> [REQUIRED WORK]:
From first line to last, copy the listing exactly and omit its pictures.

> [RECORDS SUPPLIED]:
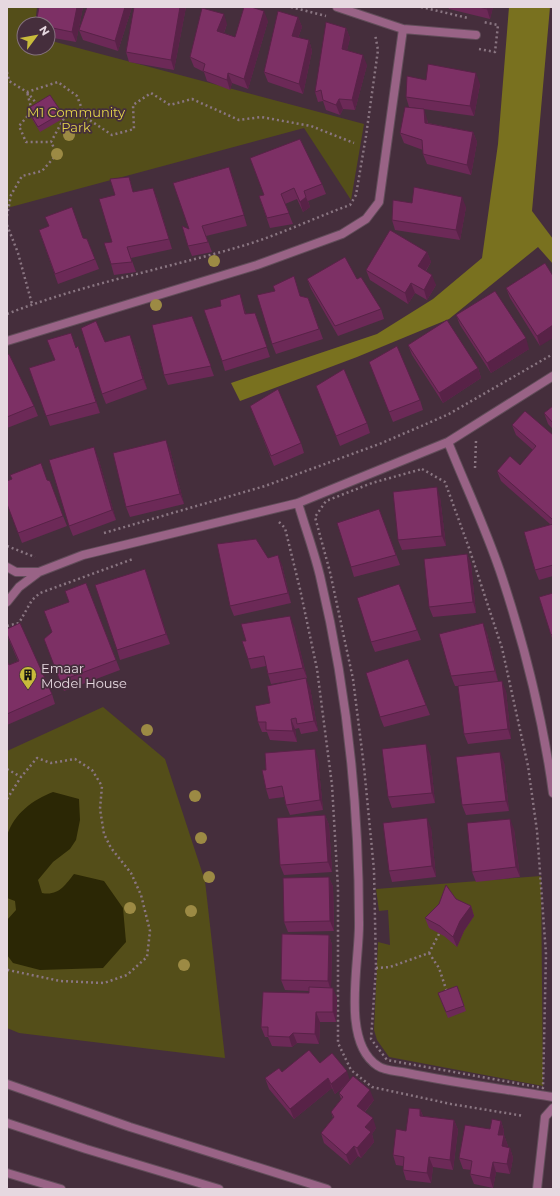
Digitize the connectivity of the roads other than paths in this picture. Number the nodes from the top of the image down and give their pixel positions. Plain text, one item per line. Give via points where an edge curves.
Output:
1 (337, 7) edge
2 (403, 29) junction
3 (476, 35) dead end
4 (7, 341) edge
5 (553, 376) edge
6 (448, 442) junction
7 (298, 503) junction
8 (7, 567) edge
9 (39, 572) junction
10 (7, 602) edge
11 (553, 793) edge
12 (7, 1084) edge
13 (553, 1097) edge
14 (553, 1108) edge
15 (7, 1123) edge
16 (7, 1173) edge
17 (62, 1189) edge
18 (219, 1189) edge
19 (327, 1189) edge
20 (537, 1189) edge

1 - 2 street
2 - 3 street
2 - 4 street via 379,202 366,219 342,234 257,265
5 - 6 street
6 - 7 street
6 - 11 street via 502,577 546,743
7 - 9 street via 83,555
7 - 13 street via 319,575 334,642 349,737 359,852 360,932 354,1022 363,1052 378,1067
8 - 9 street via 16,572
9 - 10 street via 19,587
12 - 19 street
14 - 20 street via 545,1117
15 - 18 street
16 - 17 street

> [TASK SOLUTION]:
Digitize the connectivity of the roads other than paths in this picture. Number the nodes from the top of the image down and give their pixel positions. Plain text, one item per line. Give via points where an edge curves.
Output:
1 (337, 7) edge
2 (403, 29) junction
3 (476, 35) dead end
4 (7, 341) edge
5 (553, 376) edge
6 (448, 442) junction
7 (298, 503) junction
8 (7, 567) edge
9 (39, 572) junction
10 (7, 602) edge
11 (553, 793) edge
12 (7, 1084) edge
13 (553, 1097) edge
14 (553, 1108) edge
15 (7, 1123) edge
16 (7, 1173) edge
17 (62, 1189) edge
18 (219, 1189) edge
19 (327, 1189) edge
20 (537, 1189) edge

1 - 2 street
2 - 3 street
2 - 4 street via 379,202 366,219 342,234 257,265
5 - 6 street
6 - 7 street
6 - 11 street via 502,577 546,743
7 - 9 street via 83,555
7 - 13 street via 319,575 334,642 349,737 359,852 360,932 354,1022 363,1052 378,1067
8 - 9 street via 16,572
9 - 10 street via 19,587
12 - 19 street
14 - 20 street via 545,1117
15 - 18 street
16 - 17 street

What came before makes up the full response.